▶ _EXERCISE REQUIREMENTS_
With the string "name" as the filter, copy each matching line from the records.

(Stored data)
• • • • • • •

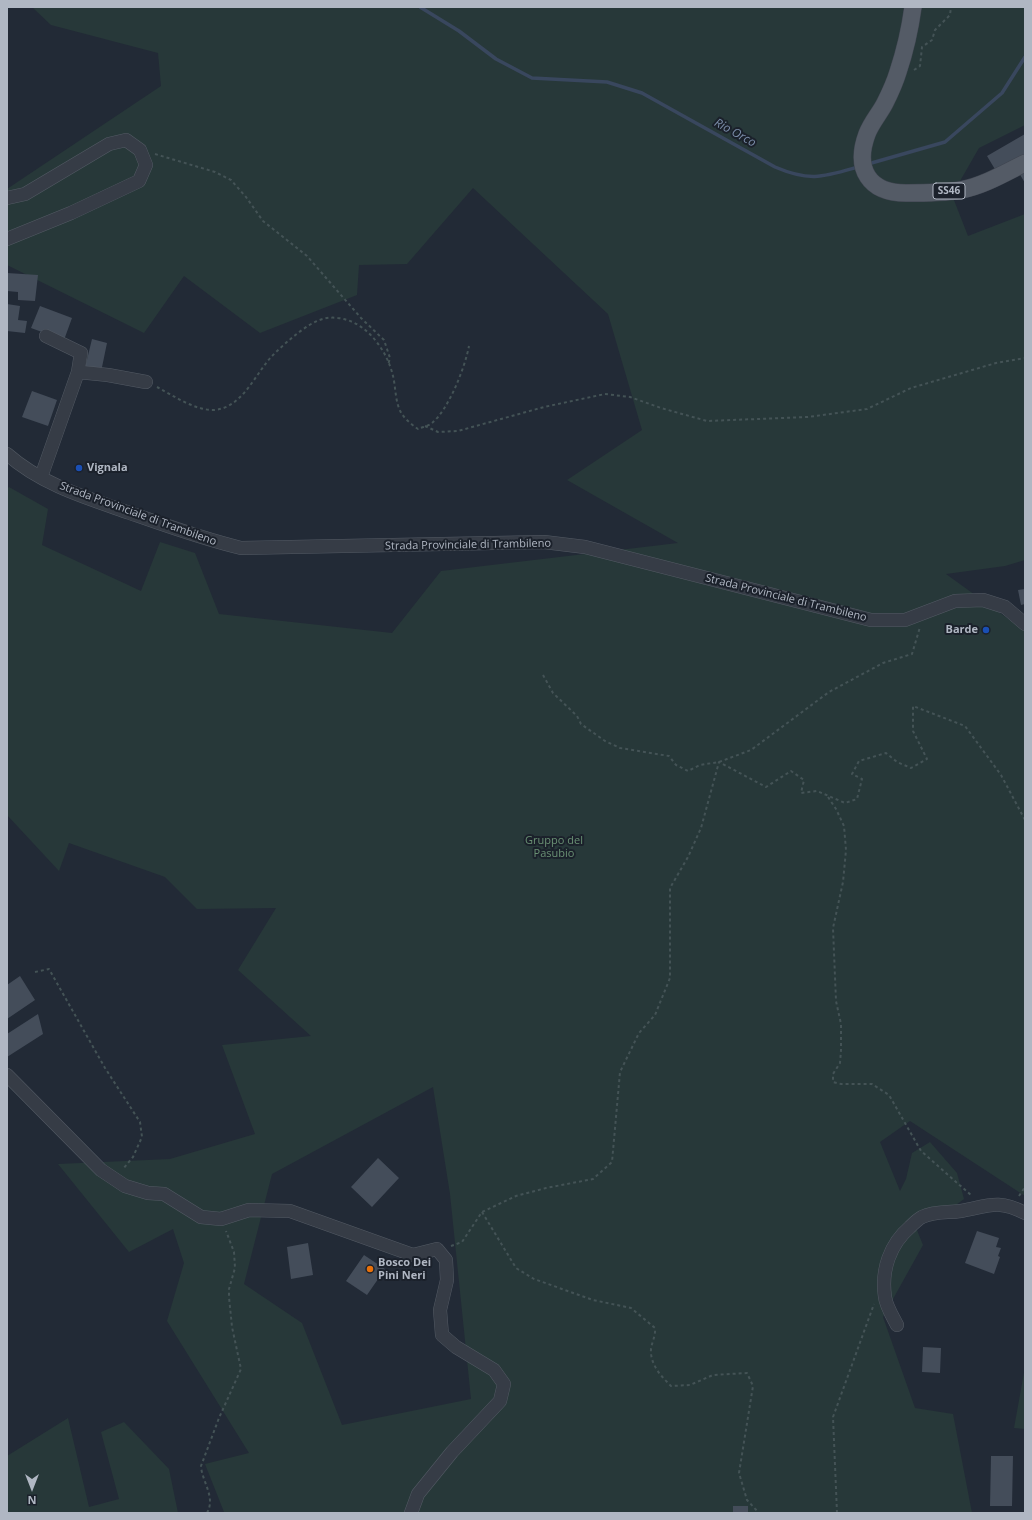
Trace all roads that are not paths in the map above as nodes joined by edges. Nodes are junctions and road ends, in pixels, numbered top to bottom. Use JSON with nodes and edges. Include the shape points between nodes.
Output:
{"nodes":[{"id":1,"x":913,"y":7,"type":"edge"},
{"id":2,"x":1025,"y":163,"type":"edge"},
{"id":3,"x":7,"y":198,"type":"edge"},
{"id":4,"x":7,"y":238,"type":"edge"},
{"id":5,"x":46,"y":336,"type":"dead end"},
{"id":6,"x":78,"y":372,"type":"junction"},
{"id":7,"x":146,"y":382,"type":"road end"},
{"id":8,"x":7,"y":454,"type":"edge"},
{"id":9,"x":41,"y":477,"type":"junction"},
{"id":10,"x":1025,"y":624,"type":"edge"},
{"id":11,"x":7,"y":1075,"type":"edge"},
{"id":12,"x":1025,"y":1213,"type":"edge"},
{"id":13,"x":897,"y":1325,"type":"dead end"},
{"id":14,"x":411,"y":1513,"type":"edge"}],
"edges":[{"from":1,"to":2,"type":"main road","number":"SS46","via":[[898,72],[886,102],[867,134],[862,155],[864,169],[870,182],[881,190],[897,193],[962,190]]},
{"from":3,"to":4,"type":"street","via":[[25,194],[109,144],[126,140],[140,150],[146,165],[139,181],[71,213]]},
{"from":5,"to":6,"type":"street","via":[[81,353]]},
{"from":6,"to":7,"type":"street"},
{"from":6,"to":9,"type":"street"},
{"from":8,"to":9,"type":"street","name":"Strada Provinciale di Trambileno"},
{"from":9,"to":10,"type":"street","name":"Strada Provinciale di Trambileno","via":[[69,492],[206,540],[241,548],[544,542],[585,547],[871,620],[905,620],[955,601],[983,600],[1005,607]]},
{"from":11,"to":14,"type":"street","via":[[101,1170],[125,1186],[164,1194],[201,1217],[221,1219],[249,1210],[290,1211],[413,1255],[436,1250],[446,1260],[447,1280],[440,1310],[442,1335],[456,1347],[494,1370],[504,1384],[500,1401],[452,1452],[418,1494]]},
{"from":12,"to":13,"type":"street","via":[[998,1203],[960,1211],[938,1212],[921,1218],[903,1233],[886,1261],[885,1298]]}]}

• • • • • • •

▶ _COMPLETED EXERCISE_
{"from":8,"to":9,"type":"street","name":"Strada Provinciale di Trambileno"},
{"from":9,"to":10,"type":"street","name":"Strada Provinciale di Trambileno","via":[[69,492],[206,540],[241,548],[544,542],[585,547],[871,620],[905,620],[955,601],[983,600],[1005,607]]},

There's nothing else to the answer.